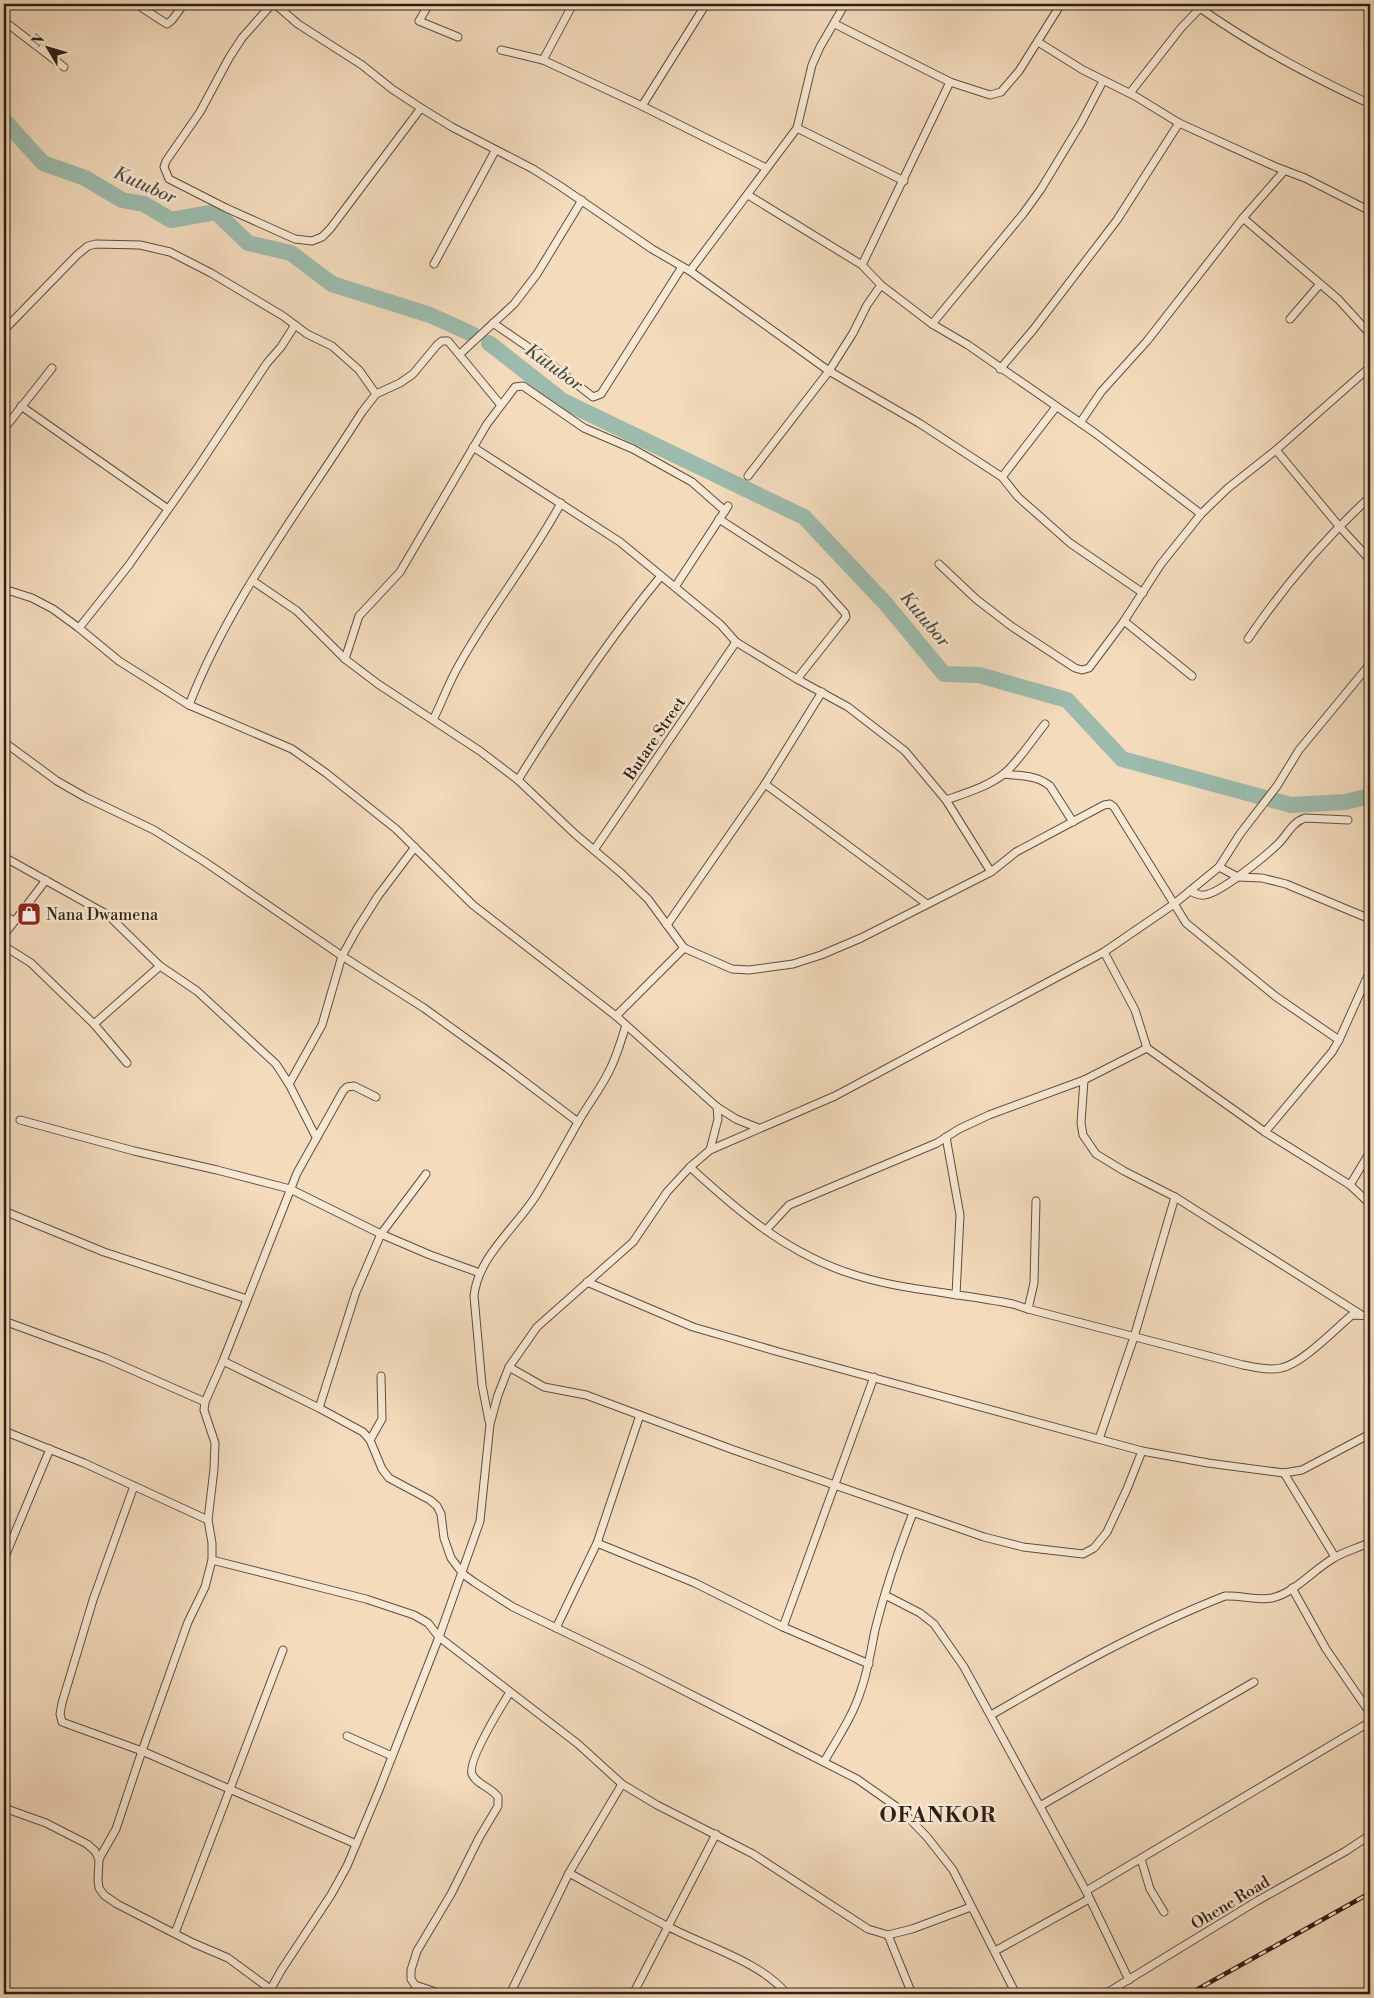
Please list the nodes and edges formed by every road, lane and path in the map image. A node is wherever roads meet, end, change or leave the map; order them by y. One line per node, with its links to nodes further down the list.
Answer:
1 (136, 4): 2 (street)
2 (184, 4)
3 (274, 4): 22 (street); 22 (street)
4 (429, 4): 12 (street)
5 (573, 4): 15 (street)
6 (706, 4): 21 (street)
7 (844, 4): 11 (street)
8 (1061, 4): 13 (street)
9 (1202, 6): 19 (street); 20 (street)
10 (4, 21): 16 (street)
11 (834, 24): 18 (street); 24 (street)
12 (458, 37)
13 (1038, 42): 17 (street); 18 (street)
14 (501, 50): 15 (street)
15 (543, 60): 21 (street)
16 (64, 67)
17 (1103, 81): 19 (street); 41 (street)
18 (950, 82): 28 (street)
19 (1130, 93): 23 (street)
20 (1370, 104)
21 (642, 106): 26 (street)
22 (421, 108): 25 (street)
23 (1179, 123): 27 (street); 48 (street)
24 (796, 128): 26 (street); 28 (street)
25 (495, 151): 30 (street); 33 (street)
26 (766, 168): 29 (street)
27 (1284, 170): 31 (street); 32 (street)
28 (904, 181): 34 (street)
29 (748, 194): 34 (street); 36 (street)
30 (582, 200): 35 (street); 40 (street)
31 (1370, 211)
32 (1243, 218): 37 (street); 54 (street)
33 (434, 264)
34 (862, 265): 38 (street)
35 (682, 267): 36 (street); 40 (street)
36 (690, 271): 49 (street)
37 (1320, 284): 39 (street); 44 (street)
38 (881, 285): 41 (street); 49 (street)
39 (1290, 319)
40 (493, 323): 45 (street)
41 (932, 324): 48 (street)
42 (295, 325): 43 (street); 50 (street); 62 (street)
43 (4, 330)
44 (1370, 334)
45 (460, 354): 50 (street); 51 (street)
46 (1370, 367): 57 (street)
47 (52, 368): 52 (street)
48 (1000, 369): 53 (street)
49 (830, 371): 58 (street); 59 (street)
50 (376, 394): 69 (street)
51 (500, 404): 56 (street); 64 (street)
52 (21, 406): 55 (street); 62 (street)
53 (1056, 407): 54 (street); 59 (street)
54 (1080, 423): 63 (street)
55 (4, 429)
56 (474, 447): 61 (street); 77 (street)
57 (1276, 450): 63 (street); 65 (street)
58 (748, 476)
59 (1002, 477): 72 (street)
60 (1370, 497): 65 (street)
61 (561, 503): 68 (street); 83 (street)
62 (168, 509): 74 (street)
63 (1201, 514): 72 (street)
64 (719, 519): 70 (street); 80 (street)
65 (1338, 526): 66 (street); 75 (street)
66 (1370, 560)
67 (939, 564): 73 (street)
68 (661, 576): 70 (street); 87 (street)
69 (253, 581): 77 (street); 82 (street)
70 (675, 587): 76 (street)
71 (4, 589): 74 (street)
72 (1143, 593): 73 (street)
73 (1124, 621): 79 (street)
74 (79, 628): 82 (street)
75 (1248, 639)
76 (736, 642): 80 (street); 93 (street, Butare Street)
77 (345, 659): 83 (street)
78 (1370, 664): 95 (street)
79 (1192, 676)
80 (797, 679): 81 (street)
81 (822, 692): 88 (street); 89 (street)
82 (189, 705): 92 (street)
83 (433, 720): 87 (street)
84 (1045, 724): 86 (street)
85 (4, 742): 110 (street)
86 (1004, 774): 89 (street); 91 (street)
87 (518, 780): 93 (street)
88 (765, 784): 100 (street); 105 (street)
89 (946, 800): 96 (street)
90 (1348, 820): 97 (street)
91 (1073, 822): 96 (street); 101 (street)
92 (415, 847): 110 (street); 113 (street)
93 (594, 850): 105 (street)
94 (4, 857): 98 (street)
95 (1219, 867): 97 (street); 99 (street)
96 (991, 872): 100 (street)
97 (1238, 877): 99 (street); 103 (street)
98 (46, 880): 104 (street); 111 (street)
99 (1190, 891): 101 (street)
100 (927, 904): 108 (street)
101 (1174, 904): 109 (street); 116 (street)
102 (4, 915): 104 (street)
103 (1370, 919)
104 (14, 922): 106 (street)
105 (667, 925): 108 (street)
106 (4, 935)
107 (4, 946): 114 (street)
108 (684, 948): 113 (street)
109 (1104, 952): 117 (street); 125 (street)
110 (342, 956): 120 (street); 124 (street)
111 (160, 966): 114 (street); 120 (street)
112 (1370, 971): 116 (street)
113 (616, 1016): 115 (street)
114 (94, 1024): 118 (street)
115 (626, 1025): 122 (street); 124 (street)
116 (1339, 1040): 126 (street)
117 (1147, 1048): 119 (street); 126 (street)
118 (127, 1063)
119 (1084, 1080): 128 (street); 135 (street)
120 (289, 1084): 127 (street)
121 (376, 1097): 127 (street)
122 (717, 1106): 125 (street); 129 (street)
123 (20, 1120): 134 (street)
124 (578, 1122): 141 (street)
125 (758, 1128): 129 (street)
126 (1265, 1132): 133 (street)
127 (316, 1137): 134 (street)
128 (946, 1138): 139 (street); 143 (street)
129 (710, 1150): 131 (street)
130 (1370, 1152): 133 (street)
131 (690, 1167): 139 (street); 142 (street)
132 (426, 1174): 140 (street)
133 (1350, 1185): 137 (street)
134 (290, 1189): 140 (street); 144 (street)
135 (1175, 1197): 146 (street); 149 (street)
136 (1036, 1201): 145 (street)
137 (1370, 1204)
138 (4, 1211): 144 (street)
139 (766, 1230): 143 (street)
140 (381, 1234): 141 (street); 155 (street)
141 (480, 1273): 157 (street)
142 (587, 1282): 151 (street); 153 (street)
143 (956, 1295): 145 (street)
144 (247, 1299): 150 (street)
145 (1028, 1309): 149 (street)
146 (1361, 1314): 147 (street); 149 (street)
147 (1370, 1316)
148 (4, 1321): 154 (street)
149 (1134, 1337): 160 (street)
150 (224, 1361): 154 (street); 155 (street)
151 (509, 1368): 156 (street); 157 (street)
152 (381, 1376): 161 (street)
153 (874, 1377): 160 (street); 165 (street)
154 (205, 1402): 168 (street)
155 (319, 1408): 161 (street)
156 (640, 1415): 165 (street); 170 (street)
157 (490, 1424): 174 (street)
158 (4, 1431): 162 (street)
159 (1370, 1434): 164 (street)
160 (1099, 1439): 163 (street)
161 (370, 1440): 174 (street)
162 (50, 1449): 166 (street); 172 (street)
163 (1142, 1451): 164 (street); 167 (street)
164 (1284, 1473): 171 (street)
165 (836, 1484): 167 (street); 177 (street)
166 (134, 1486): 168 (street); 188 (street)
167 (913, 1513): 176 (street)
168 (208, 1520): 173 (street)
169 (1370, 1542): 171 (street)
170 (597, 1543): 177 (street); 178 (street)
171 (1335, 1557): 175 (street)
172 (4, 1559)
173 (212, 1560): 179 (street); 188 (street)
174 (463, 1574): 178 (street); 179 (street)
175 (1292, 1588): 184 (street); 185 (street)
176 (885, 1595): 181 (street); 185 (street)
177 (783, 1627): 181 (street)
178 (556, 1628): 190 (street)
179 (439, 1637): 183 (street); 189 (street)
180 (283, 1650): 192 (street)
181 (869, 1664): 190 (street)
182 (1254, 1682): 193 (street)
183 (510, 1692): 191 (street); 211 (street)
184 (1370, 1713)
185 (991, 1715): 193 (street)
186 (1370, 1722): 199 (street)
187 (347, 1736): 189 (street)
188 (142, 1751): 192 (street); 198 (street)
189 (392, 1756): 197 (street)
190 (824, 1762): 203 (street)
191 (622, 1784): 195 (street); 200 (street)
192 (230, 1788): 197 (street); 206 (street)
193 (1040, 1806): 201 (street)
194 (4, 1808): 198 (street)
195 (716, 1834): 205 (street); 207 (street)
196 (1370, 1835): 209 (street, Ohene Road)
197 (356, 1844): 210 (street)
198 (99, 1859): 206 (street)
199 (1141, 1859): 201 (street); 204 (street)
200 (569, 1873): 205 (street); 212 (street)
201 (1086, 1892): 202 (street)
202 (1089, 1899): 208 (street); 209 (street)
203 (971, 1907): 207 (street); 208 (street)
204 (1164, 1912)
205 (668, 1927): 213 (street); 214 (street)
206 (175, 1933): 210 (street)
207 (888, 1935): 215 (street)
208 (995, 1951): 216 (street)
209 (1129, 1980): 217 (street, Ohene Road)
210 (269, 1992)
211 (442, 1994)
212 (510, 1994)
213 (633, 1994)
214 (787, 1994)
215 (912, 1994)
216 (1016, 1994)
217 (1105, 1994)

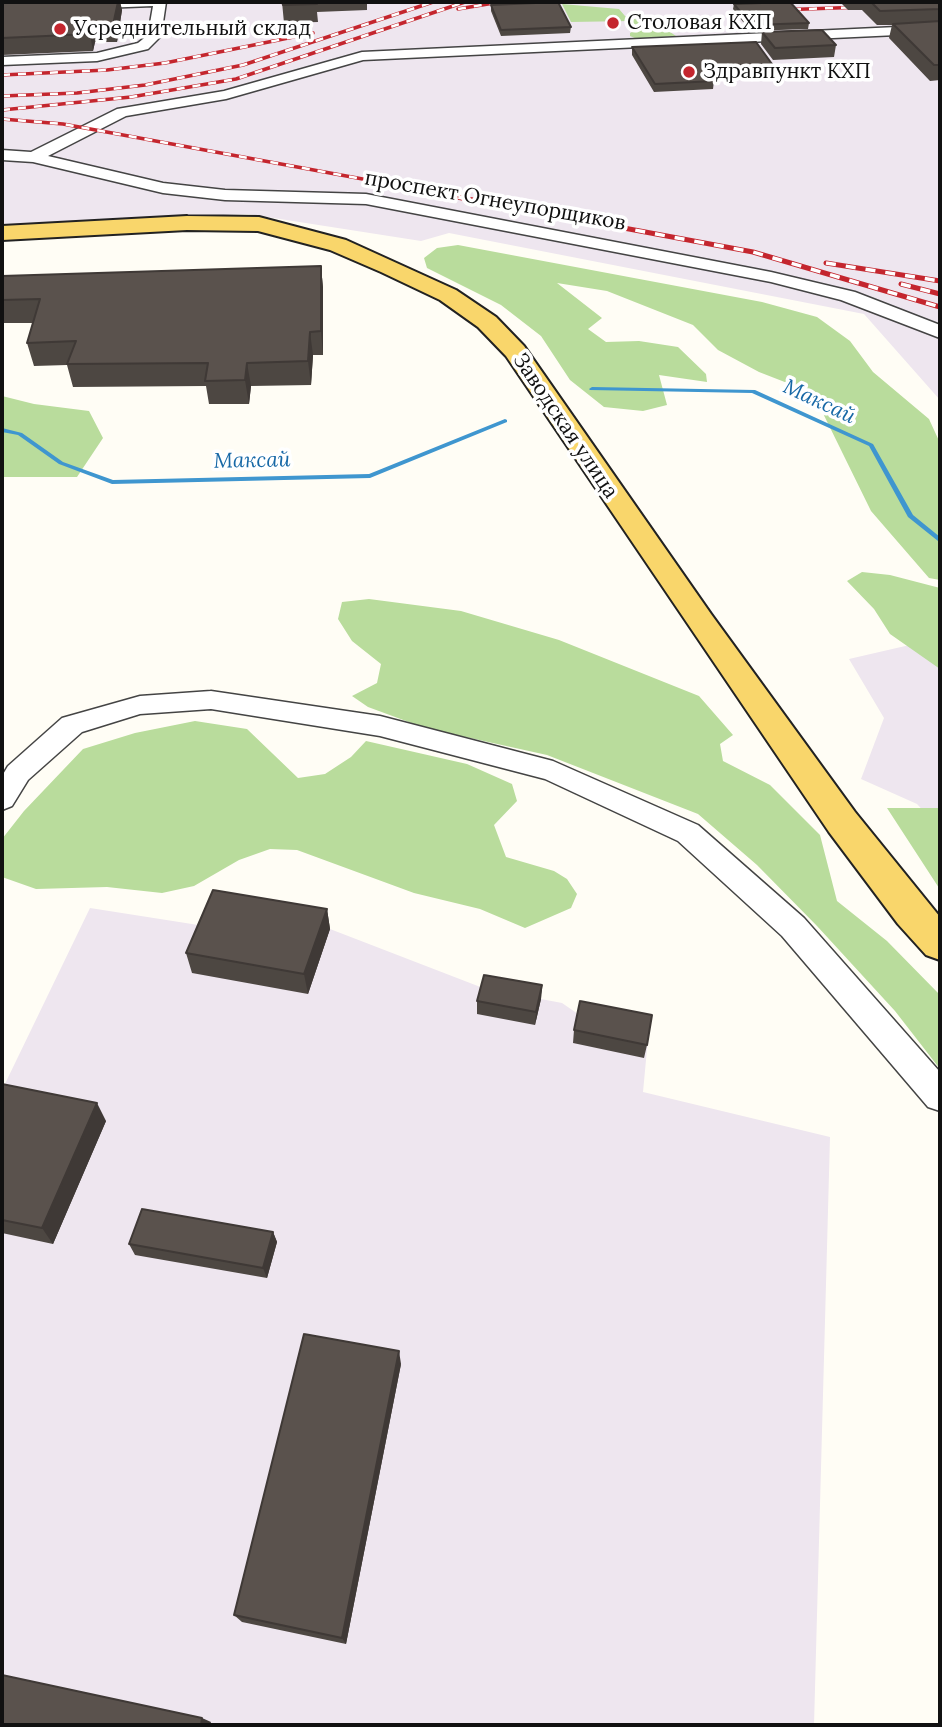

= = = = = = =

Using the records above, copy all lines that include the word "Ohene".

196 (1370, 1835): 209 (street, Ohene Road)
209 (1129, 1980): 217 (street, Ohene Road)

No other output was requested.